"The best thing about the 2024 movie "Wicked" was that it ended. After some two and a half hours of dubious "Wizard of Oz" revisionism, stolidly antifascist politics, and digitally shellacked song-and-dance spectacle, the director Jon M. Chu brought the curtain down on a high note. Soaring on a broomstick over the Emerald City, Elphaba Thropp (Cynthia Erivo)-green of flesh, pointy of hat, unfailingly pure of heart-ascended to the peak of her magical powers and struck fear into her enemies."
""I'm flying high, defying gravity!" she sang, while also flying in the faces of the Wizard of Oz (Jeff Goldblum), a totalitarian humbug, and her complicit frenemy, Glinda (Ariana Grande), a woman with the pastel-pink stylings and the moral courage of a frosted cupcake. Elphaba became the Wicked Witch of the West, a convenient scapegoat for a fearmongering authoritarian regime. What a world, what a world. The End."
"If only. The source material here is the long-running stage musical "Wicked," which was itself an artificially sweetened adaptation of Gregory Maguire's far darker 1995 novel, "Wicked: The Life and Times of the Wicked Witch of the West." On Broadway, it took two and a half hours, plus a fifteen-minute intermission, for the show to disgorge its story-an elaborate, through-a-witch's-eye prequel to the classic L. Frank Baum novel "The Wonderful Wizard of Oz" and its immortal 1939 film adaptation."
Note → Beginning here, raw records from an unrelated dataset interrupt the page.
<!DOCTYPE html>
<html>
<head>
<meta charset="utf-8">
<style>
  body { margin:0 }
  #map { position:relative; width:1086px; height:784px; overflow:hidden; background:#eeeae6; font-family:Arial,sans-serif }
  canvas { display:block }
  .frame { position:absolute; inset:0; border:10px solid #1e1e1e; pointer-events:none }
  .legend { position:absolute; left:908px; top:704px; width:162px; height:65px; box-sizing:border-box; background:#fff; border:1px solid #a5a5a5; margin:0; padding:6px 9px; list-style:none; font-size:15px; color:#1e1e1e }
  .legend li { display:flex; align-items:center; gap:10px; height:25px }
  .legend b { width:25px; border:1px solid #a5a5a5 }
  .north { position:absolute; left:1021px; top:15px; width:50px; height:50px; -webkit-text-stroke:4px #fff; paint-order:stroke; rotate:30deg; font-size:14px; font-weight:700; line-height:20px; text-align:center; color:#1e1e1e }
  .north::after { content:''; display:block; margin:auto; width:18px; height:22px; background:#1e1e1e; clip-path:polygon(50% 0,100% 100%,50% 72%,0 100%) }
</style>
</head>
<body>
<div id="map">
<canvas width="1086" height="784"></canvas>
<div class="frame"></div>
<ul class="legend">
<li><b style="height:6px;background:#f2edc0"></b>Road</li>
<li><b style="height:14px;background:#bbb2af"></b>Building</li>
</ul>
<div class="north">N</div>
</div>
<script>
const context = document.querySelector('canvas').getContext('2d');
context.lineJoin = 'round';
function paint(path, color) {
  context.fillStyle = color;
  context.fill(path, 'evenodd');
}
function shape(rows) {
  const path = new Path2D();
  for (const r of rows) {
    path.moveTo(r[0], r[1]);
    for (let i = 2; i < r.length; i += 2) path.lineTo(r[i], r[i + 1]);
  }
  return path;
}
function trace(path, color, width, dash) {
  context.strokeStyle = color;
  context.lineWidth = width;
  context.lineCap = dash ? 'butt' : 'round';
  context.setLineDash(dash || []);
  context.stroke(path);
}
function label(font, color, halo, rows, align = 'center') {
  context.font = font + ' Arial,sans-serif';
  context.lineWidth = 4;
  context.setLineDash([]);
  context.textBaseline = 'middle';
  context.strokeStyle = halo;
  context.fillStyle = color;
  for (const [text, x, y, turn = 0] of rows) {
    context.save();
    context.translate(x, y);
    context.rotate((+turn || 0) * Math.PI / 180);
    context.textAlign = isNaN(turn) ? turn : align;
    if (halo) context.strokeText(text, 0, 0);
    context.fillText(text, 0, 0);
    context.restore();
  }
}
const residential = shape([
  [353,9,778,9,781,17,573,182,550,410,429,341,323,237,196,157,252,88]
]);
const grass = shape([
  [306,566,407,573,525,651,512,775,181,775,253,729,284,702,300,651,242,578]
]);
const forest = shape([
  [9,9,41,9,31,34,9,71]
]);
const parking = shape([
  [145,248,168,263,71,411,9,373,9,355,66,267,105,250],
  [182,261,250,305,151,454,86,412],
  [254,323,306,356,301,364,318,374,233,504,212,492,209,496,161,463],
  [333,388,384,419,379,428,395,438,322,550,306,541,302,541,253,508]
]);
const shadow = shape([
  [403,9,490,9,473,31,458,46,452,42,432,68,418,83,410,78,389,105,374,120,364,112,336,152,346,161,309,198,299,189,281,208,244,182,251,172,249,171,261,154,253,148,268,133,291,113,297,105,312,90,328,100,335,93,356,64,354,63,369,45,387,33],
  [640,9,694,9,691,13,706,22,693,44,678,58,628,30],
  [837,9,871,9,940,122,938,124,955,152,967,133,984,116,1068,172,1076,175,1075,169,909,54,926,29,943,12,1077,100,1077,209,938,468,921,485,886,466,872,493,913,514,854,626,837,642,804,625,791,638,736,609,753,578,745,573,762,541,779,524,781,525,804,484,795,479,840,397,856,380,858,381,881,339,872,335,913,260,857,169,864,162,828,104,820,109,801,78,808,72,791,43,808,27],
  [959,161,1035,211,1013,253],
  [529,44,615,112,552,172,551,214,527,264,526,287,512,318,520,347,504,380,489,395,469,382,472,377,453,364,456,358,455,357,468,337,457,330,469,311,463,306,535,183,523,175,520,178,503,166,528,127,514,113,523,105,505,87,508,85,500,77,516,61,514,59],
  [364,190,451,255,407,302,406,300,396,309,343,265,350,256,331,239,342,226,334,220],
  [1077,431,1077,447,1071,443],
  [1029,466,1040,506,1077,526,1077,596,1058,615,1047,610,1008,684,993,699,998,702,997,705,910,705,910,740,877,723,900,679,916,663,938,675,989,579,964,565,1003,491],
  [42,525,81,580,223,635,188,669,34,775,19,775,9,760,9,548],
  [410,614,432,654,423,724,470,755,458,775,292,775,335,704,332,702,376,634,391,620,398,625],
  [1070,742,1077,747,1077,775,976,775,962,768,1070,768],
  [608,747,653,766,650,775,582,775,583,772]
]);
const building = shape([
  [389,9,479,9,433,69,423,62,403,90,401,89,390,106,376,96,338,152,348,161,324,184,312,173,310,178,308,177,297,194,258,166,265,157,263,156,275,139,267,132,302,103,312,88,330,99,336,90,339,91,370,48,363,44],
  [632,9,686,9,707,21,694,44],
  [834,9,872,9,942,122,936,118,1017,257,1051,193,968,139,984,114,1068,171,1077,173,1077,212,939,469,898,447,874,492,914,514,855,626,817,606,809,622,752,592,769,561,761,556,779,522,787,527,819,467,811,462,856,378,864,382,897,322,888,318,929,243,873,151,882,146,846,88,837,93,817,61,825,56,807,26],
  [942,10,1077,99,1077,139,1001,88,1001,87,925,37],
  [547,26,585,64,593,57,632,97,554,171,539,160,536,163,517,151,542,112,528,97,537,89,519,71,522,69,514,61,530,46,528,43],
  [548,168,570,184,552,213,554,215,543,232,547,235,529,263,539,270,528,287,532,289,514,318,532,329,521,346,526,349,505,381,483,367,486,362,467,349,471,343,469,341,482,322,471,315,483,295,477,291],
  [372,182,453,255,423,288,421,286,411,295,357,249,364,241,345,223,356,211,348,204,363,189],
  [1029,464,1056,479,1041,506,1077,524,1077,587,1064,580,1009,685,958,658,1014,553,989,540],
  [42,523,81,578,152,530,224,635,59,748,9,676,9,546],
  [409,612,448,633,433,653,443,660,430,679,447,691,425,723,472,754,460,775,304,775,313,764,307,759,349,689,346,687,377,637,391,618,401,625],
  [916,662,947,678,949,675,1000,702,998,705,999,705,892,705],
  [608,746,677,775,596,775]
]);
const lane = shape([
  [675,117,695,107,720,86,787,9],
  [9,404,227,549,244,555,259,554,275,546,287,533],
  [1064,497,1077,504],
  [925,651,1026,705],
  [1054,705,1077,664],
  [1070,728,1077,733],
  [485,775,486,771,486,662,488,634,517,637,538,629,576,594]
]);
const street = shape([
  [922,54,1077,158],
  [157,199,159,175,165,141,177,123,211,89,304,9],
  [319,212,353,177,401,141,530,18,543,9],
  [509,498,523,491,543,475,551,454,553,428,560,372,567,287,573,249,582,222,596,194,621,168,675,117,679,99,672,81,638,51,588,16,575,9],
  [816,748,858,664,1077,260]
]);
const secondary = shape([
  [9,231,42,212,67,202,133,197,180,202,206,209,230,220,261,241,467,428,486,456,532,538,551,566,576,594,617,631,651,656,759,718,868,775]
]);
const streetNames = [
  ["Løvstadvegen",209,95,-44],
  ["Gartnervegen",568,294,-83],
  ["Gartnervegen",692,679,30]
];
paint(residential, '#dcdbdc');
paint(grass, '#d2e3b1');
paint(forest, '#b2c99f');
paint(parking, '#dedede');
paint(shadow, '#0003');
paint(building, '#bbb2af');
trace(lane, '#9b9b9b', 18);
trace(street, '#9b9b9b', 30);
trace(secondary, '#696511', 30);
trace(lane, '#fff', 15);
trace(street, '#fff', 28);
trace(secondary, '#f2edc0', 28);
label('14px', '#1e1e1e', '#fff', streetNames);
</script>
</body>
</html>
Wicked: For Good continues the musical’s retelling of Oz by expanding the stage show into a two-part cinematic saga that substantially increases running time. Cynthia Erivo’s Elphaba and Ariana Grande’s Glinda provide contrasting central performances that drive the emotional core. The narrative centers on antifascist politics and the framing of Elphaba as a scapegoated dissident opposing an authoritarian Wizard. Filmmaking choices favor glossy digital effects, large-scale choreography, and melodramatic staging that often overwhelm character nuance. The split into two films produces uneven pacing and a sense of narrative bloat, while darker novel elements are softened.